I guess I'll start at the beginning and when I come to the end I'll stop. I remember as a kid, watching the Olympics. I was cheering for the Japanese, I mean they looked like me right? And my mom said, "You're not Japanese, you're American." It was set out for me pretty early on that there was a distinction, a separation between my family and our place of origin.
That of course would be World War 2, and my family's internment. The experience divided us, between those who had been interned and those who had not. It was portrayed to me as a difference between Japanese and American. The passive Asian people who went behind barbed wire without a struggle, and their righteous American children who made redress possible for them later. I only see now that this is quite racist against ourselves. But I digress, I was clearly marked, as American.
And there were the little things too, switching from saying "Banzai" at weddings to saying "Kampai" because Banzai recalled the kamikaze pilots in World War 2. And this was told to me in the 90s. But I kind of figured this was all over. My grandfathers had paid their dues by fighting against their cousins in World War 2. Showing America that we were American (yeah right).

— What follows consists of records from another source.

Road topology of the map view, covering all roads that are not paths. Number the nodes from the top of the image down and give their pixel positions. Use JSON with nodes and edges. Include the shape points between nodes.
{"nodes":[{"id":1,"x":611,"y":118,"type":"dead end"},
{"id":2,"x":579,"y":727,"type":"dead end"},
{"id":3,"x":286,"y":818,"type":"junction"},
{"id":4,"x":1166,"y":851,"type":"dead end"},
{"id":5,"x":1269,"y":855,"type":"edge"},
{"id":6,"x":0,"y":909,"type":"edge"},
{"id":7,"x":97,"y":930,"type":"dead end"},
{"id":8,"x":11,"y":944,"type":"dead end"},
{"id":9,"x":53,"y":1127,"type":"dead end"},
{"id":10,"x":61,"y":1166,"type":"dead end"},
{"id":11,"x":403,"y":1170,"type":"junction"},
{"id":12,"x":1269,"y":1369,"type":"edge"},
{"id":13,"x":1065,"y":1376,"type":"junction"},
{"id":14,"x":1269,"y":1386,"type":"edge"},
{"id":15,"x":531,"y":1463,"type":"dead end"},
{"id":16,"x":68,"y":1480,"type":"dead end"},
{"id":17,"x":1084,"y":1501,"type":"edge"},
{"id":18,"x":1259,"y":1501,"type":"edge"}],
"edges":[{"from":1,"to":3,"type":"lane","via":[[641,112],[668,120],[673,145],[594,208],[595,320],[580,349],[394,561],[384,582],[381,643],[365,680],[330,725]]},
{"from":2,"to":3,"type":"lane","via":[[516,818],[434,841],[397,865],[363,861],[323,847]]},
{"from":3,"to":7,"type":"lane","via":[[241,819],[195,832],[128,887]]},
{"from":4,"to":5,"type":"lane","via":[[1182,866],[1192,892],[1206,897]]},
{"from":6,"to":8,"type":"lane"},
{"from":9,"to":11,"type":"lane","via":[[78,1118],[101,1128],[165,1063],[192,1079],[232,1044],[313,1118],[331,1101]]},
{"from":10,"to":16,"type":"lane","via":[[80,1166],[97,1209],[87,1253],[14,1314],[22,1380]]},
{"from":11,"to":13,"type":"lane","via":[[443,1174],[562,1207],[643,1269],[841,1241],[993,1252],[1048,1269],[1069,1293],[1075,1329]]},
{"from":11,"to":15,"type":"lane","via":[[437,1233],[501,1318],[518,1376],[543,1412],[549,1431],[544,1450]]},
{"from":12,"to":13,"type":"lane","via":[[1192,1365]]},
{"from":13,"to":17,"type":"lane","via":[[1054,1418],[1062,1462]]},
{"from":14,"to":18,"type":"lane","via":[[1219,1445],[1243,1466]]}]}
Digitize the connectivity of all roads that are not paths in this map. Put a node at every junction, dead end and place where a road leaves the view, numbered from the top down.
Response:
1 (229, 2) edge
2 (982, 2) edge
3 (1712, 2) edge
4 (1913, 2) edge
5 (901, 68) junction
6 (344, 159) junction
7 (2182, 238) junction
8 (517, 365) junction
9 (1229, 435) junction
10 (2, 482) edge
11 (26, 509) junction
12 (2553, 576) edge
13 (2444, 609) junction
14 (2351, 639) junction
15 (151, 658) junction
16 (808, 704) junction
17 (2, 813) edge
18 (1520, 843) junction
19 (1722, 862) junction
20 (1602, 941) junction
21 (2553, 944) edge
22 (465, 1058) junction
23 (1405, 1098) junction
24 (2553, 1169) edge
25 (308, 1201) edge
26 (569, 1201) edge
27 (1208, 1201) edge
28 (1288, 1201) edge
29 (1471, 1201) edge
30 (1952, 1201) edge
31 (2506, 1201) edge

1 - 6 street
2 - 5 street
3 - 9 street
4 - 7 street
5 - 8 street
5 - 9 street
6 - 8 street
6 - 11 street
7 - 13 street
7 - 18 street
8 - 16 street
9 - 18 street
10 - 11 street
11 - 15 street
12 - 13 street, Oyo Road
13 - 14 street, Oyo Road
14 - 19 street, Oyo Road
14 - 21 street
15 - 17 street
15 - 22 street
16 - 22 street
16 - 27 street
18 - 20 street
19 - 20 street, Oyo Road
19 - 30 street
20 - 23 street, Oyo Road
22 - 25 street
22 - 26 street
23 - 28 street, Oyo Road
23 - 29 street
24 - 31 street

However, when I was in middle school, I used to get a lot of Korean kids telling me they hated me, because I was Japanese. Once I found out why, I never really knew what to say. I couldn't deny that they had a very legitimate reason to be angry. And I still feel vaguely responsible, especially as Japan continues to deny that it has done. However I often also feel quite resentful, how many times has my family taken the fall for Japan? How many more times will we continue to take the fall for Japan? And what was the mother country done for us anyway?
It's weird to be the collateral descendant of the Japanese empire, with its host of war crimes. Should I feel guilty? I don't really benefit from Japanese imperialism. Arguably, I have in fact been disadvantaged by it. However I certainly look Japanese (I've also been told I look Chinese, by Chinese people, whatever), I've probably benefited in some ways. (Ok in concrete ways, the history geek in me will point out that due to the superior political position of the Japanese government they did enact the Gentlemen's Agreement which banned Japanese men from immigrating to America, but managed to keep a loophole open which allowed Japanese women to continue to immigrate, allowing the Japanese American population to grow significantly in comparison to Chinese, and Filipino populations of around the same time, whose countries had no such bargaining power with the US. Thank you Ronald Takaki.) However, at the same time, y'know, my grandparents did not kill those people, my grandparents' cousins killed those people. So where does that leave me?
What exactly is the right thing to do here?